*** SUPPLIED MATERIAL Section Begins ***
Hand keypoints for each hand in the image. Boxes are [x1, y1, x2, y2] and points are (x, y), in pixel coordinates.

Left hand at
*** SUPPLIED MATERIAL Section Ends ***
*** SUPPLIED MATERIAL Section Begins ***
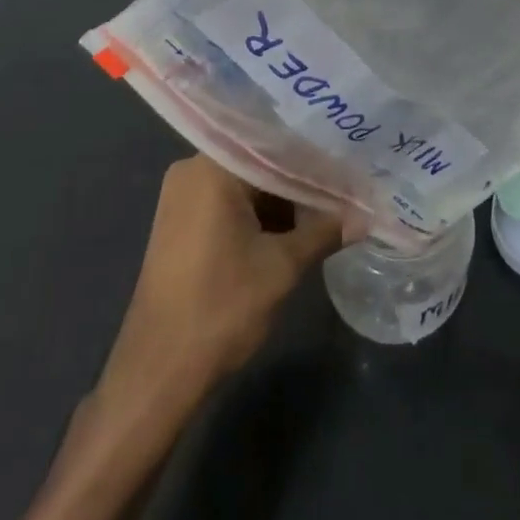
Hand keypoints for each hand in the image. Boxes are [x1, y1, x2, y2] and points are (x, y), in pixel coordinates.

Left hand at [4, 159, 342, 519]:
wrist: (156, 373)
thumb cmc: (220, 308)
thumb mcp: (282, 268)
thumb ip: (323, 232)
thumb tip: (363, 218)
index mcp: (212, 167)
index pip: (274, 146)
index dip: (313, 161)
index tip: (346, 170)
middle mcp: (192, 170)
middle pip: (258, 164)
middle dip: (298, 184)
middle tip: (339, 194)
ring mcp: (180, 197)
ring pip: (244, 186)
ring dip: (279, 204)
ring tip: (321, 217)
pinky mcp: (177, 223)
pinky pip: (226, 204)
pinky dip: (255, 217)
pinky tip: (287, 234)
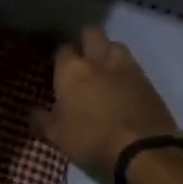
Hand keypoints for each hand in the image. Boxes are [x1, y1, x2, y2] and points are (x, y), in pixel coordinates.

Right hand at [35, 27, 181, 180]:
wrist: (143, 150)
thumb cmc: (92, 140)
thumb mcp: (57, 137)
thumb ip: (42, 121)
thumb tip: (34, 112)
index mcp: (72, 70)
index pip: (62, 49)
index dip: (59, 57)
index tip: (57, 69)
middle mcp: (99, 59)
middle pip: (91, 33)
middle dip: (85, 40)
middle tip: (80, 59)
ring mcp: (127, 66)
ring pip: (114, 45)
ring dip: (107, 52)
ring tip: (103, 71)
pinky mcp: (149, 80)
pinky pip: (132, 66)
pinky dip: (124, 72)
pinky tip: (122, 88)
*** SUPPLIED MATERIAL Section Ends ***
*** SUPPLIED MATERIAL Section Begins ***
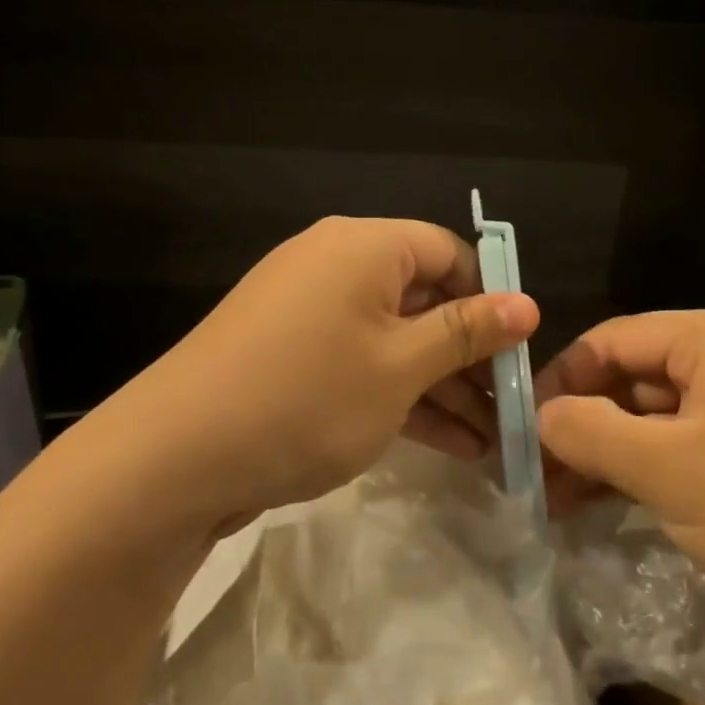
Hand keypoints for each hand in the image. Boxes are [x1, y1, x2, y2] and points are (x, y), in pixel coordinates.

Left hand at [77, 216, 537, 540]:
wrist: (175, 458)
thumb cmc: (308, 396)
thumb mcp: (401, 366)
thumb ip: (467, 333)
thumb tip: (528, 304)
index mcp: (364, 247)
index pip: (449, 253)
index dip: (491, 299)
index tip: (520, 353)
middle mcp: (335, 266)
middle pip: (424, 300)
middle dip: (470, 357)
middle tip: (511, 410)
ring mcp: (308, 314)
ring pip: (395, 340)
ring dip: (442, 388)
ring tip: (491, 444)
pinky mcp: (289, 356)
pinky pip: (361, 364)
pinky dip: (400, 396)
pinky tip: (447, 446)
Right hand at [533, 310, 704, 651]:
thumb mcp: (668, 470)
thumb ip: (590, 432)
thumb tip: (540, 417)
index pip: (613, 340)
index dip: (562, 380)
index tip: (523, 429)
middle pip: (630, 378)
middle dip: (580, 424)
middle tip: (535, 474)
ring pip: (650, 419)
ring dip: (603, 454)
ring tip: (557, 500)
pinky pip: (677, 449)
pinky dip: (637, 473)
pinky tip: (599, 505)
*** SUPPLIED MATERIAL Section Ends ***
## WORK REQUIRED
Which lines of the data include the string "Left"? Find them and copy each one.

## RESPONSE
Left hand at
Left hand at [4, 159, 342, 519]:
Left hand at [77, 216, 537, 540]:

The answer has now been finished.